Nie jestem za bardzo religijna, ale tego typu tajemnice intrygują wszystkich, nawet osoby niewierzące. Od wieków ludzie próbują znaleźć dowody na istnienie Boga, na to, że Jezus naprawdę istniał i umarł za ludzi na krzyżu, szukają śladów i często im się to udaje. Całun Turyński jest właśnie jedną z takich poszlak na drodze do odnalezienia prawdy o Bogu. Jest to najkrócej mówiąc płótno, w które rzekomo owinięte było ciało Jezusa po zdjęciu go z krzyża i pochowaniu do grobu. Na płótnie tym widnieje jakby "odbite" ciało, zarys mężczyzny, lecz nikt nie potrafi powiedzieć w jaki sposób wizerunek znalazł się na materiale.
Z książki dowiedziałam się, że do badań nad tą relikwią, została powołana specjalna grupa STURP. To wybitni naukowcy i fachowcy z różnych dziedzin, którzy razem, za zgodą (z trudem wywalczoną) Watykanu i samego Papieża, rozpoczęli bardzo żmudne, dokładne i trudne badania. Mimo, że napotkali wiele trudności i niechęci wobec swoich działań, nie poddawali się. Książka ta jest wywiadem Grzegorza Górnego z jednym z badaczy ze STURP, Barrie'm Schwortzem. Barrie opowiada bardzo ciekawie i dokładnie, językiem prostym co pozwala zrozumieć trudne zagadnienia naukowe. Czyta się bardzo szybko i muszę przyznać, że książka bardzo mnie wciągnęła czego się kompletnie nie spodziewałam! :)

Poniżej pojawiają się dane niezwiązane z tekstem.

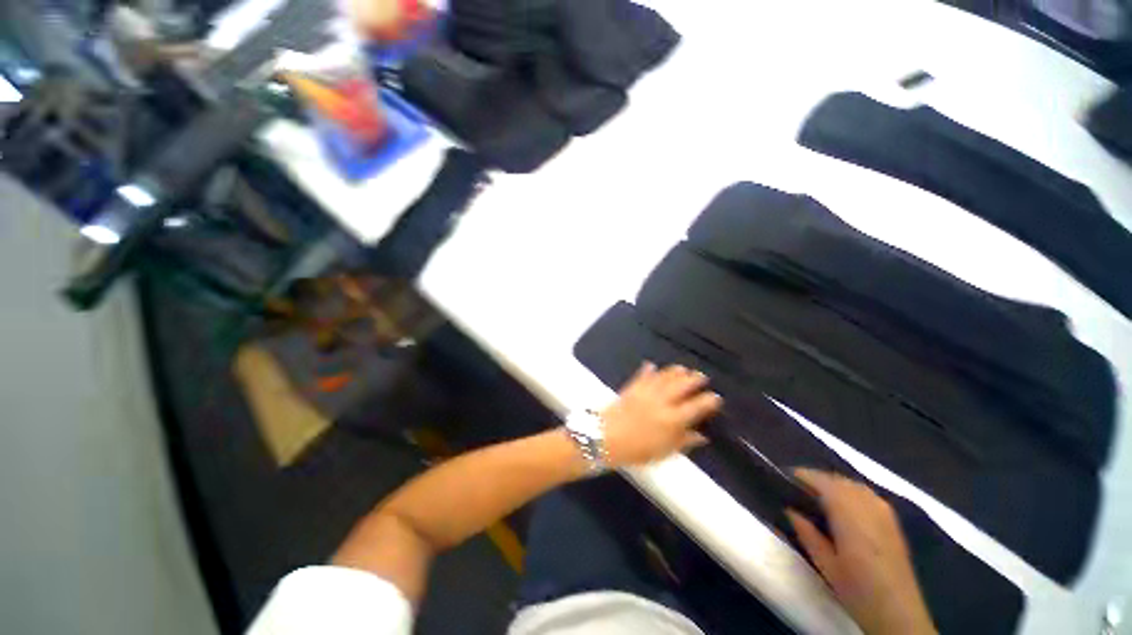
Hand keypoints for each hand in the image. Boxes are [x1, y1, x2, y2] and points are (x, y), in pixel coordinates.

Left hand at [599, 363, 721, 466]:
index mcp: (673, 419)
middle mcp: (662, 401)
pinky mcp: (632, 387)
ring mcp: (646, 392)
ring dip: (675, 371)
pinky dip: (648, 370)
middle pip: (681, 386)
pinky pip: (642, 375)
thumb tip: (701, 435)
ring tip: (683, 368)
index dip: (708, 401)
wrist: (606, 437)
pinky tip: (651, 365)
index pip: (696, 406)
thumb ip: (683, 441)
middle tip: (701, 376)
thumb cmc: (637, 450)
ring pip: (664, 377)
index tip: (715, 397)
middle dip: (694, 379)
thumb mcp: (664, 452)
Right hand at [787, 470, 937, 634]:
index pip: (821, 481)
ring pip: (852, 484)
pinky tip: (842, 507)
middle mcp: (867, 505)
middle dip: (816, 480)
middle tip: (796, 491)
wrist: (900, 613)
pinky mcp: (891, 519)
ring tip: (816, 498)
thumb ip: (807, 533)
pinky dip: (849, 492)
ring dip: (832, 485)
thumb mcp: (825, 565)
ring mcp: (883, 510)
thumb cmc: (858, 590)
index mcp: (849, 513)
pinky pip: (865, 494)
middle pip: (837, 479)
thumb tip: (790, 510)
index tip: (783, 479)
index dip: (801, 476)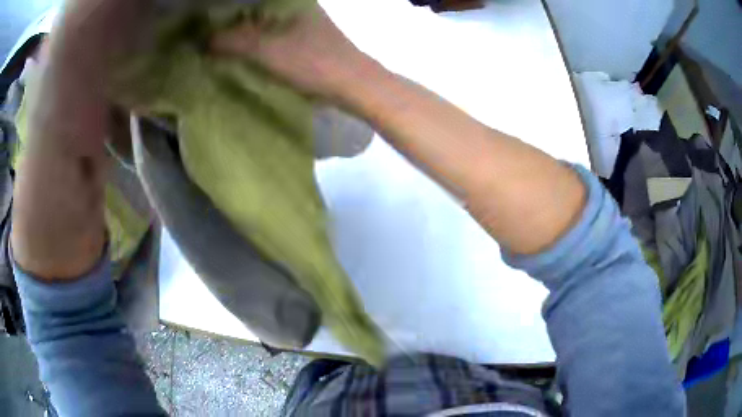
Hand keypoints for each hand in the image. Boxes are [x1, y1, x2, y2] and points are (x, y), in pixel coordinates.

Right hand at [212, 5, 372, 99]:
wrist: (354, 85)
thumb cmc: (311, 62)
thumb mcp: (266, 50)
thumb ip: (233, 42)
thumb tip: (202, 40)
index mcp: (289, 1)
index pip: (248, 0)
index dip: (224, 10)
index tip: (203, 24)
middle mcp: (297, 6)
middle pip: (255, 10)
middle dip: (231, 22)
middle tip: (207, 36)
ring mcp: (303, 22)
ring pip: (265, 23)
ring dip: (244, 33)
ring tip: (219, 43)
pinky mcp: (307, 39)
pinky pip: (274, 35)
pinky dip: (258, 42)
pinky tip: (245, 51)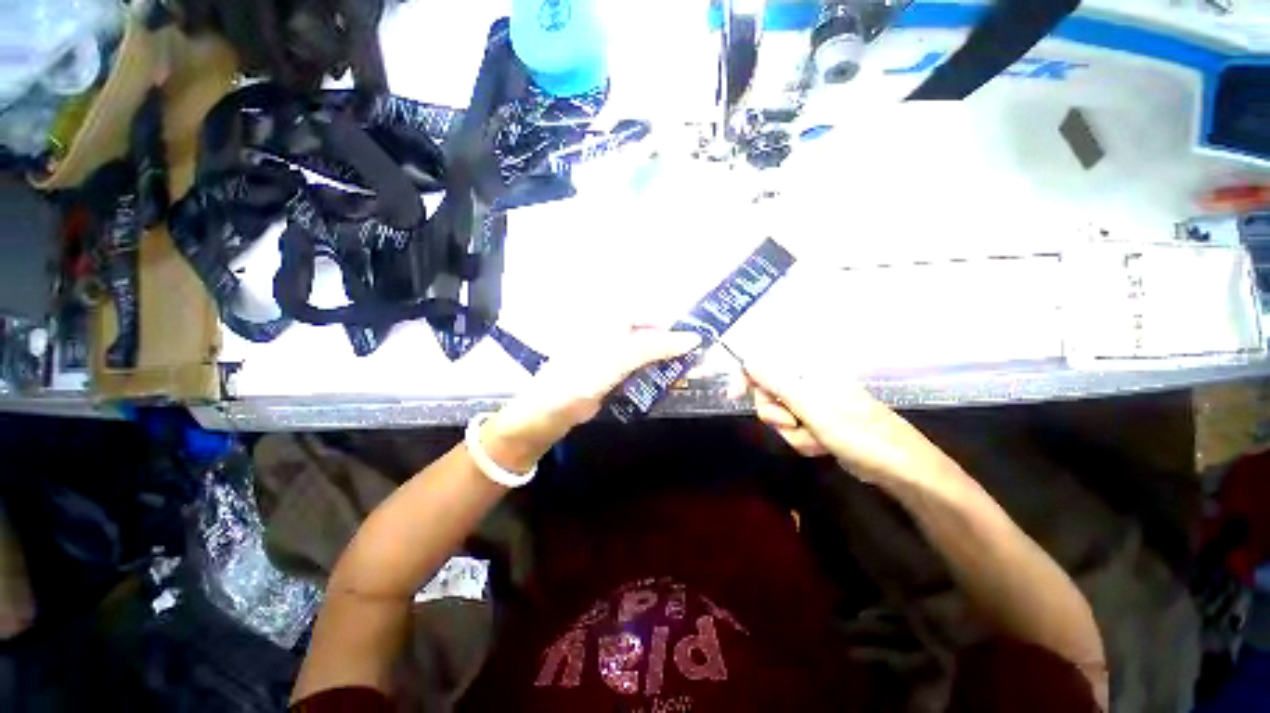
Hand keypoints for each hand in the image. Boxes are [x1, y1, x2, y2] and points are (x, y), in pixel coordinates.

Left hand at [483, 329, 701, 468]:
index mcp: (607, 319)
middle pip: (648, 333)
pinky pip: (638, 371)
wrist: (547, 414)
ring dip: (667, 361)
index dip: (672, 323)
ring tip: (692, 371)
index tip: (698, 338)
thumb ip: (656, 345)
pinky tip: (670, 384)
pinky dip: (654, 375)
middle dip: (673, 343)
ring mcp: (608, 356)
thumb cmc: (579, 377)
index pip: (648, 313)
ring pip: (646, 353)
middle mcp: (608, 333)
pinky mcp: (608, 378)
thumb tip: (694, 338)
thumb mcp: (620, 357)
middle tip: (700, 357)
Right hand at [737, 355, 946, 482]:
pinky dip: (807, 443)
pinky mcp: (823, 426)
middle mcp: (812, 383)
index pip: (768, 364)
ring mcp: (818, 406)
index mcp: (810, 370)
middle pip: (771, 397)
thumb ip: (777, 383)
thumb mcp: (812, 407)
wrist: (891, 460)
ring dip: (796, 435)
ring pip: (784, 420)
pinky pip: (799, 433)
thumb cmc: (855, 429)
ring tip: (818, 440)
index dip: (748, 377)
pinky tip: (823, 448)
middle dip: (779, 416)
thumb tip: (747, 357)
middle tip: (794, 424)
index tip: (733, 395)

Dowiedziałam się, że Watykan wbrew pozorom był i nadal jest, bardzo niechętny wszystkim tym, którzy chcą dowiedzieć się czegoś o Całunie. Gdy badacze z trudem wywalczyli zgodę na swoje badania, uzyskali zaledwie tydzień czasu na wszystko, w dodatku przydzielono im go akurat w momencie, gdy trwała ekspozycja Całunu dla turystów. To zabierało naukowcom wiele czasu. Wstawali oni wcześnie rano by rozpocząć badania, potem Całun wynoszono na widok publiczny dla turystów, po czym wieczorem badacze znowu mieli zaledwie parę godzin na swoje badania. Nie mieli dużego wsparcia i poparcia dla swojej pracy. Kiedy pracowali nad relikwią, byli zszokowani sposobem w jaki traktowano tą cenną pamiątkę religijną. Nie była ona odpowiednio zabezpieczona, a inna grupa, która badała Całun, kompletnie nie respektowała zasad obchodzenia się z Całunem, co według Barrie'go spowodowało utratę setek śladów na płótnie, które mogły dać odpowiedz na wszystkie nurtujące pytania, a zostały zniszczone przez głupotę i bezmyślność.
Nie chcę zdradzać wszystkiego, bo warto to przeczytać samemu. Jest to naprawdę ciekawa książka, którą przeczytałam w jeden dzień i nie mogłam się od niej oderwać.:) Całun Turyński wciąż jest zagadką. Mimo, że badało go wielu specjalistów z dziedziny chemii, fizyki, wybitni fotografowie, malarze i nawet naukowcy z NASA, wszyscy zgodnie stwierdzają, że wizerunek Jezusa nie został namalowany, naszyty, nie jest fotografią ani wynikiem manipulacji przy płótnie. Jednocześnie wszyscy twierdzą, że nie wiadomo jak odbicie mężczyzny pojawiło się na płótnie.
Polecam wszystkim tą książkę, bez względu na wiarę lub jej brak, bo jest to po prostu próba wyjaśnienia jednej z największych zagadek świata, która nawet w niedowiarkach, budzi niepewność.